A scan profile to discover AD accounts on an hourly schedule stopped running last week. What can be done about it?
The discovery scan job in question was hung over an unavailable lock specific to this job. Other jobs, either other scan jobs or account update or verify jobs, were not affected. By the time the logs were collected, they had rolled over already and root cause could not be determined.
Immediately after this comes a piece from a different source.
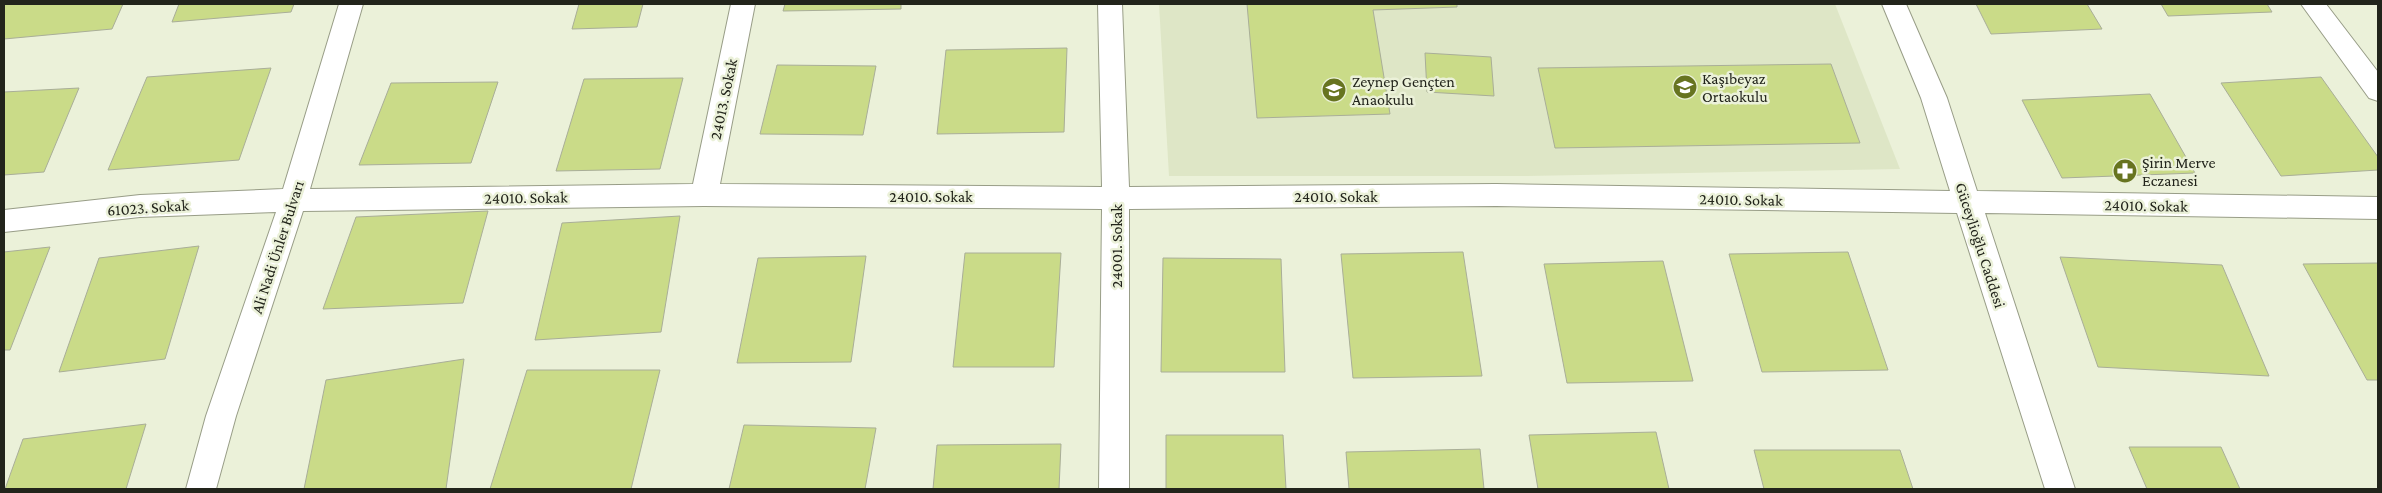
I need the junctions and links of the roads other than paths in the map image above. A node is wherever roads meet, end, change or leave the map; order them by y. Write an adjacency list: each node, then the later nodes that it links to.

While there is no published solution, collect the system logs (logs.bin) from the Configuration > Diagnostics > Diagnostic Logs > Download page by clicking the Download button to the right of the "Download System Diagnostics" label, after setting the "Past Days" parameter to a value that guarantees inclusion of log files from the last day the job ran successfully. In a cluster environment do this on all primary site nodes. While the first node in the primary site is the most likely one to launch scheduled jobs, the job leader role can move to any other primary site node, if there are temporary communication or synchronization problems while the cluster is turned on. Open a case with PAM Support and attach the logs.
As a workaround, create a new discovery job with a different name, but otherwise the same properties as the hung one, and verify that it runs and completes successfully. If no problem is observed over multiple runs, the old job should be deleted. Otherwise you risk having both jobs run in parallel and potentially interfere with each other after any activity that restarts the tomcat service on the leader node, e.g. when a hotfix is applied that requires a restart, when the node reboots for any reason, or when the cluster is turned off and on again.